[RFC/RFT PATCH] sched: automated per tty task groups

From: Mike Galbraith
Date: Tue Oct 19 2010 - 05:16:21 EST


Greetings,

Comments, suggestions etc highly welcome.

This patch implements an idea from Linus, to automatically create task groups
per tty, to improve desktop interactivity under hefty load such as kbuild. The
feature is enabled from boot by default, The default setting can be changed via
the boot option ttysched=0, and can be can be turned on or off on the fly via
echo [01] > /proc/sys/kernel/sched_tty_sched_enabled.
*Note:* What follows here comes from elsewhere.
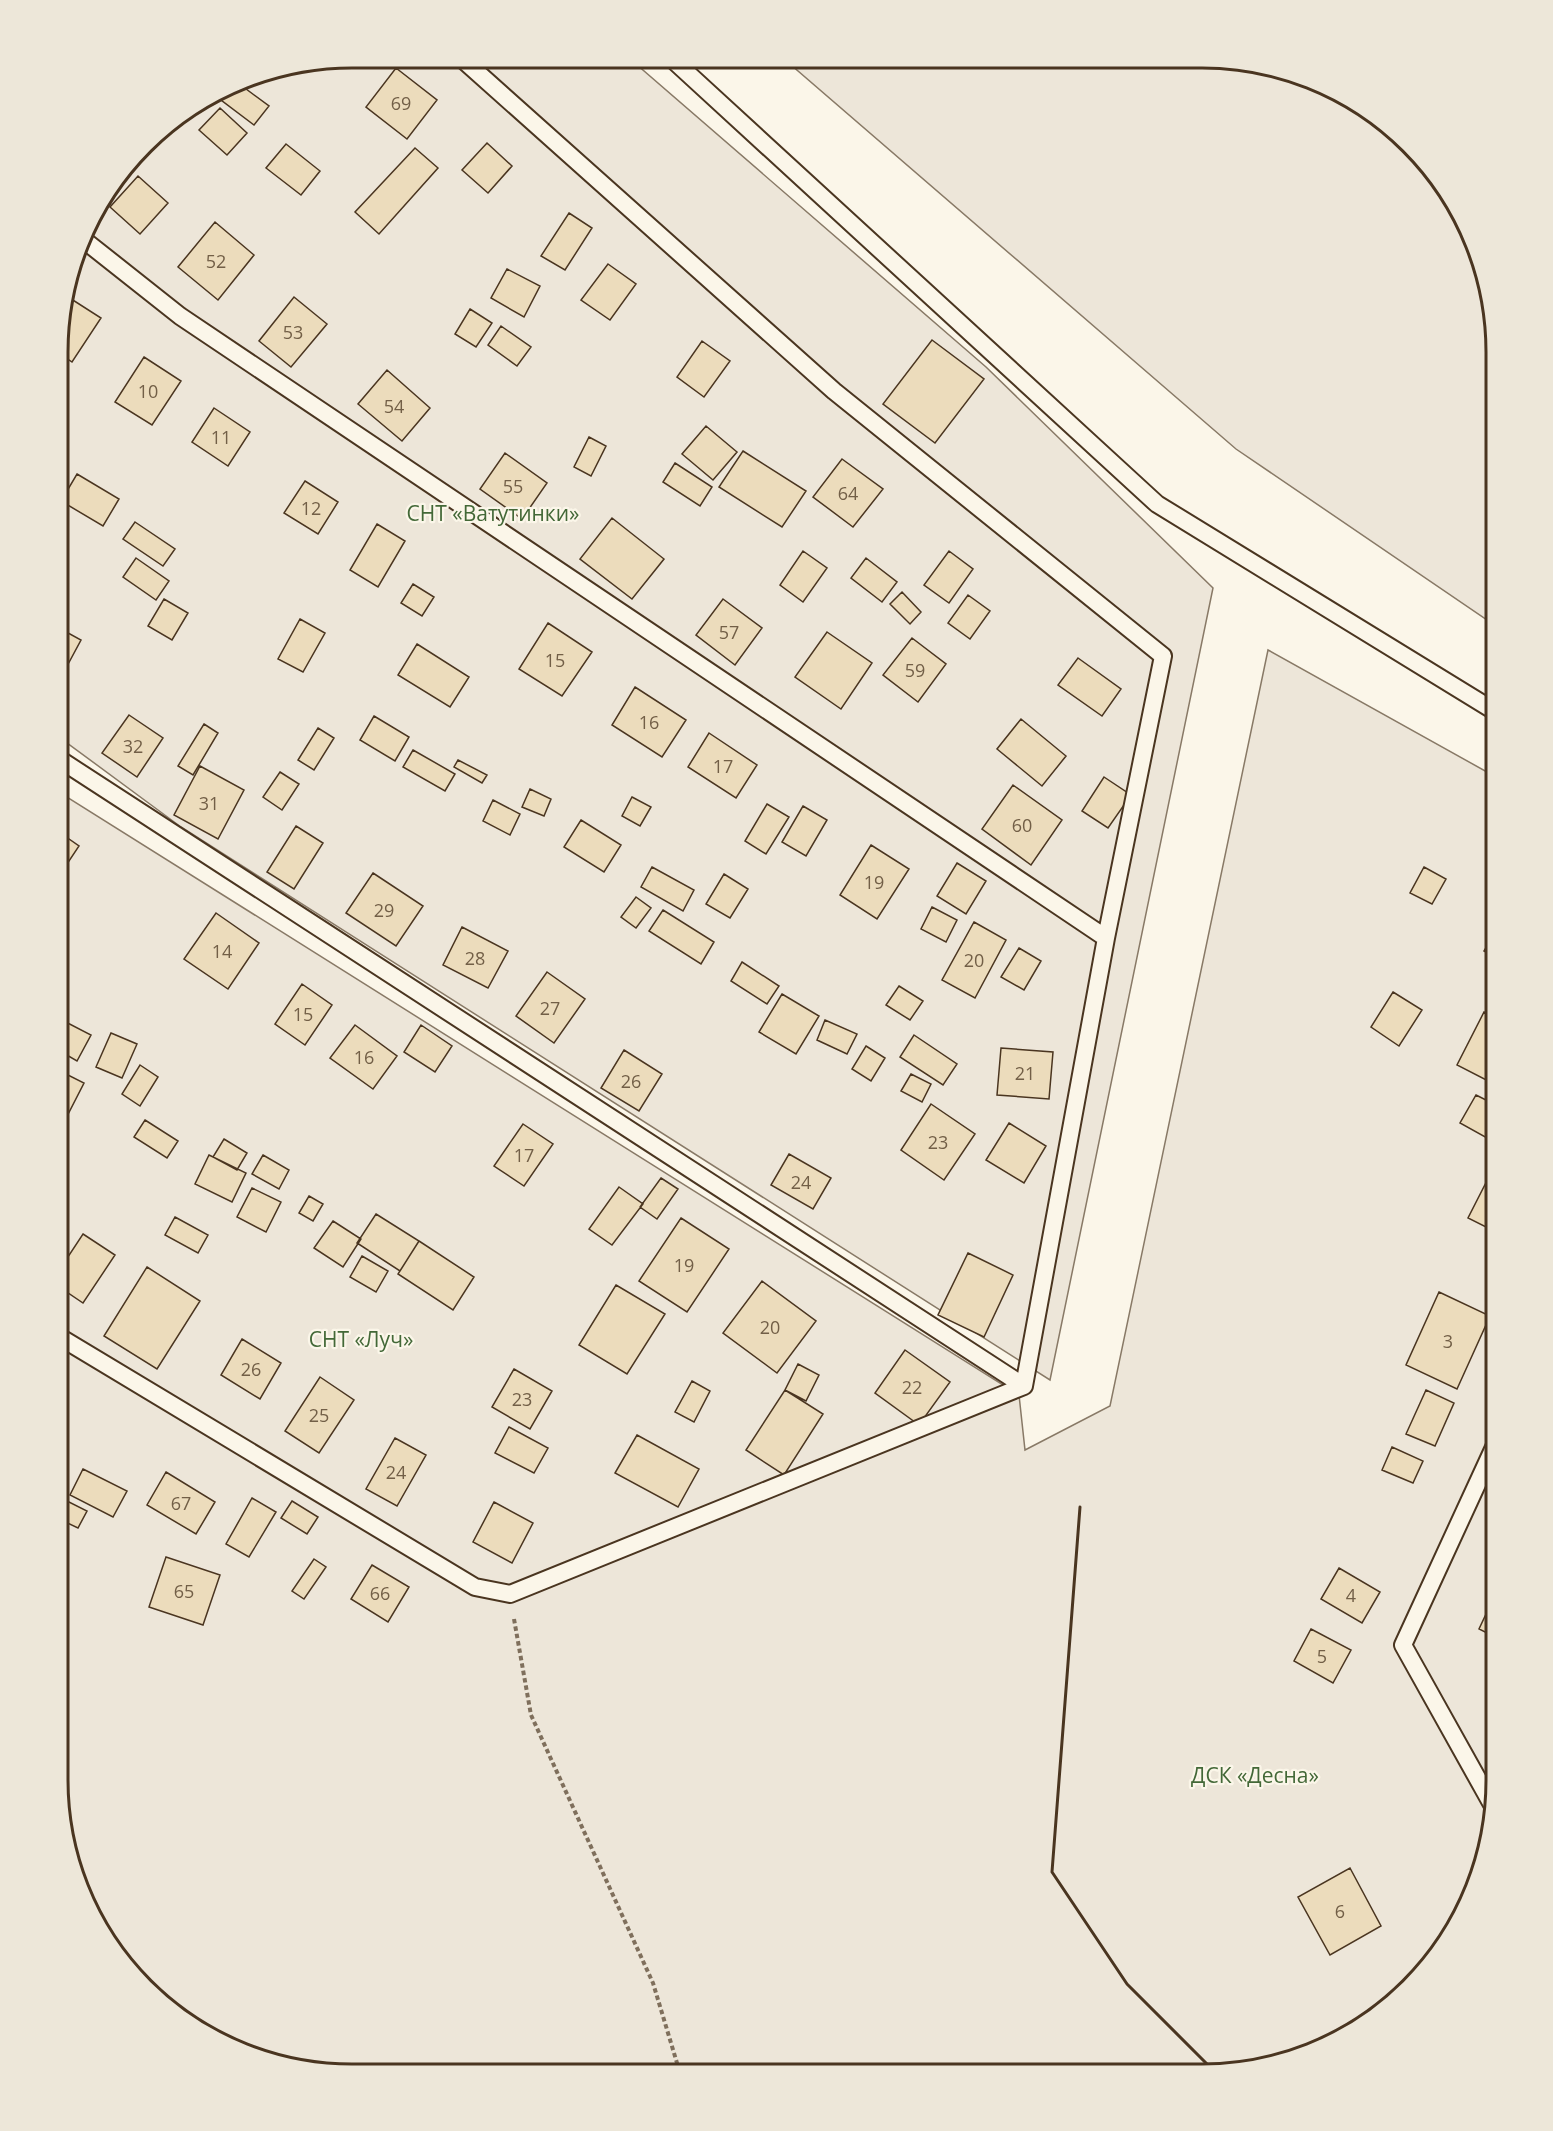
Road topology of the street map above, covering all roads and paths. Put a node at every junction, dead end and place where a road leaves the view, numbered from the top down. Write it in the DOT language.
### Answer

A 100% hog overhead measurement proggy pinned to the same CPU as a make -j10

pert/s: 229 >5484.43us: 41 min: 0.15 max:12069.42 avg:2193.81 sum/s:502382us overhead:50.24%
pert/s: 222 >5652.28us: 43 min: 0.46 max:12077.31 avg:2248.56 sum/s:499181us overhead:49.92%
pert/s: 211 >5809.38us: 43 min: 0.16 max:12064.78 avg:2381.70 sum/s:502538us overhead:50.25%
pert/s: 223 >6147.92us: 43 min: 0.15 max:16107.46 avg:2282.17 sum/s:508925us overhead:50.49%
pert/s: 218 >6252.64us: 43 min: 0.16 max:12066.13 avg:2324.11 sum/s:506656us overhead:50.27%

Signed-off-by: Mike Galbraith <efault@xxxxxx>

---
drivers/char/tty_io.c | 2
include/linux/sched.h | 14 +++++
include/linux/tty.h | 3 +
init/Kconfig | 13 +++++
kernel/sched.c | 9 +++
kernel/sched_tty.c | 128 ++++++++++++++++++++++++++++++++++++++++++++++++++
kernel/sched_tty.h | 7 ++
kernel/sysctl.c | 11 ++++
8 files changed, 186 insertions(+), 1 deletion(-)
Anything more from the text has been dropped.